▶ [Activity] Go through the lines below and copy any that hold the string "PORTALET".
-*-*-
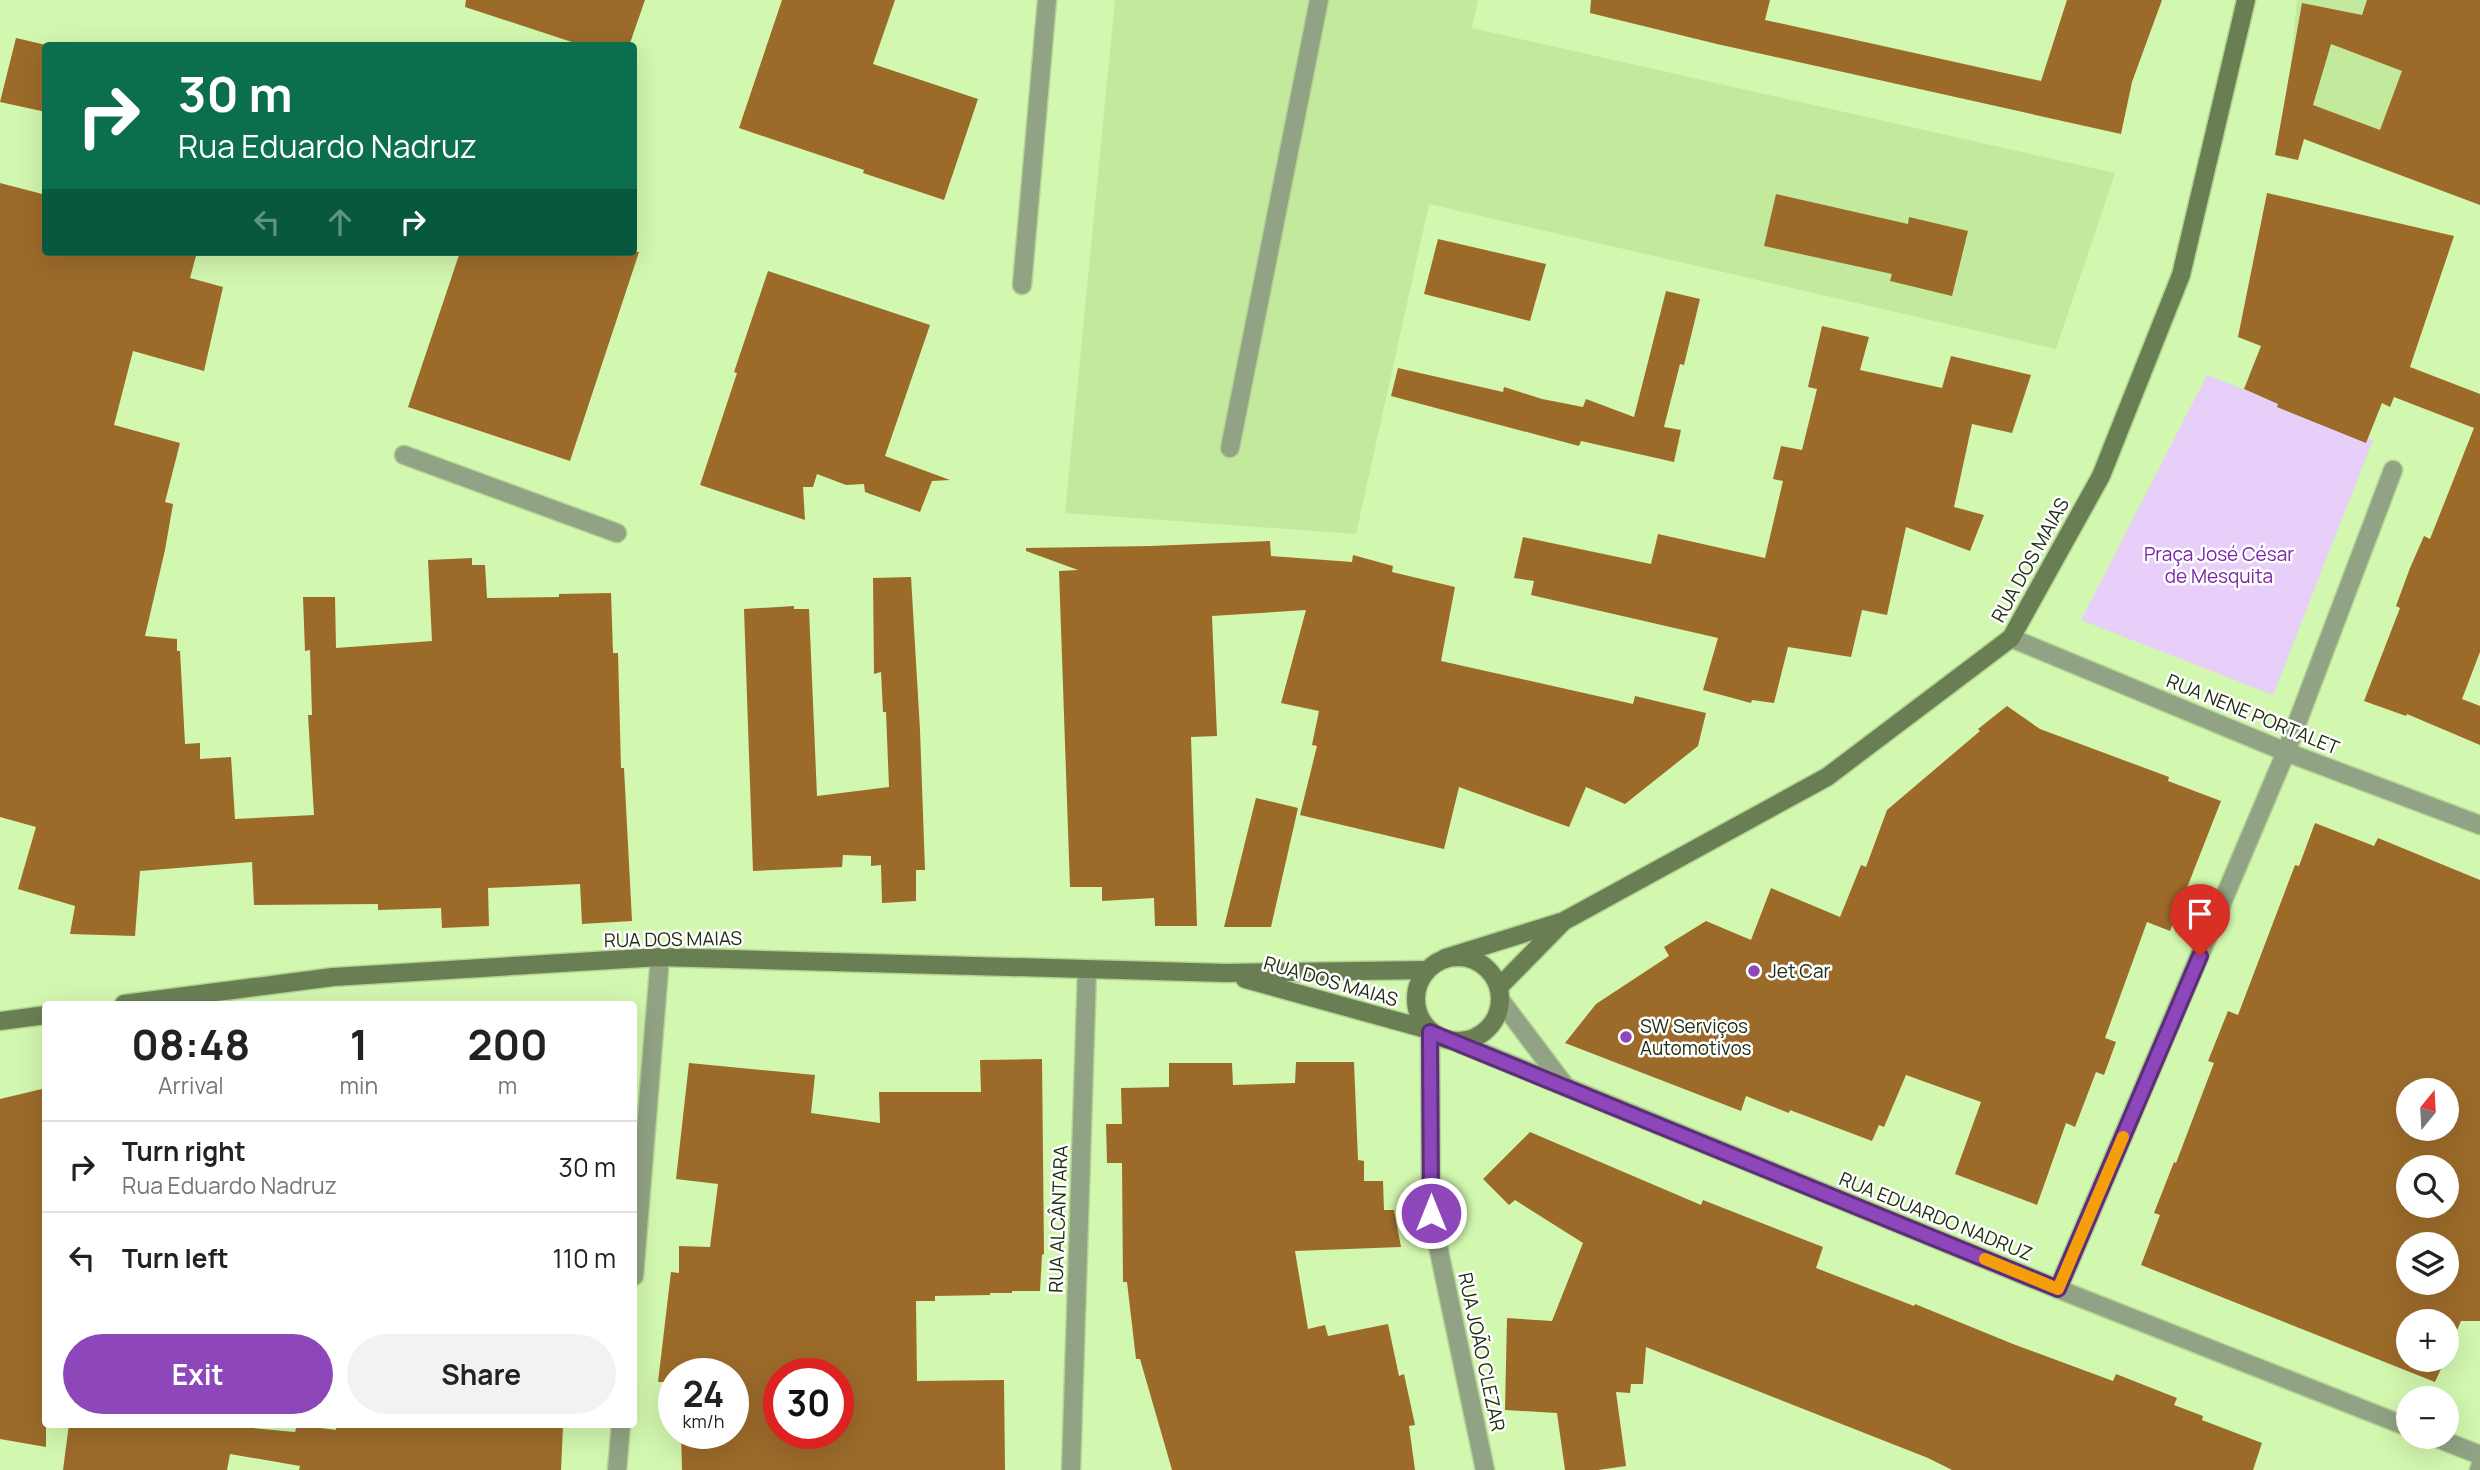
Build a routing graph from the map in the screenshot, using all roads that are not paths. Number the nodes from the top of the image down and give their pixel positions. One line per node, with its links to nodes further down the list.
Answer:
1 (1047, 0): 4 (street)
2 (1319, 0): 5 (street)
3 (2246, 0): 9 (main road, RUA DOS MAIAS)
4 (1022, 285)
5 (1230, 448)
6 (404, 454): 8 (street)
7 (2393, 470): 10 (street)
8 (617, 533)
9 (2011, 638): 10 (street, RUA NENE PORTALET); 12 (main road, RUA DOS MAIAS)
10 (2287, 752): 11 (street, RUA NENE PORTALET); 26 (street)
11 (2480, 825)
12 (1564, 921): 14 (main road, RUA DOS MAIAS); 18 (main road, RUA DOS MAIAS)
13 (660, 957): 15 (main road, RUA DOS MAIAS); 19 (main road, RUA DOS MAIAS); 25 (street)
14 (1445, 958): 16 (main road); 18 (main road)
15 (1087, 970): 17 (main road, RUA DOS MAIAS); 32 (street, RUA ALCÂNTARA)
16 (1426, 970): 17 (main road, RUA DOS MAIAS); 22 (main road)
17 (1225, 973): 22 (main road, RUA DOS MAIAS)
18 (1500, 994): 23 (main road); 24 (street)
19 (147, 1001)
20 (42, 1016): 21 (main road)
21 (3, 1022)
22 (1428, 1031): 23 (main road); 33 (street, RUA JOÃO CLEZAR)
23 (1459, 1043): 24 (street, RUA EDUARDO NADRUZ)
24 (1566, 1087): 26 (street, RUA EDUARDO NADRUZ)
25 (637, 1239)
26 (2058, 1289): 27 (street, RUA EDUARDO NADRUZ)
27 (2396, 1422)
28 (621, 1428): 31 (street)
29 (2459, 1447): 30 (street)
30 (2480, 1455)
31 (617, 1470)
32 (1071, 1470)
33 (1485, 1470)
-*-*-
▶ [The answer]
9 (2011, 638): 10 (street, RUA NENE PORTALET); 12 (main road, RUA DOS MAIAS)
10 (2287, 752): 11 (street, RUA NENE PORTALET); 26 (street)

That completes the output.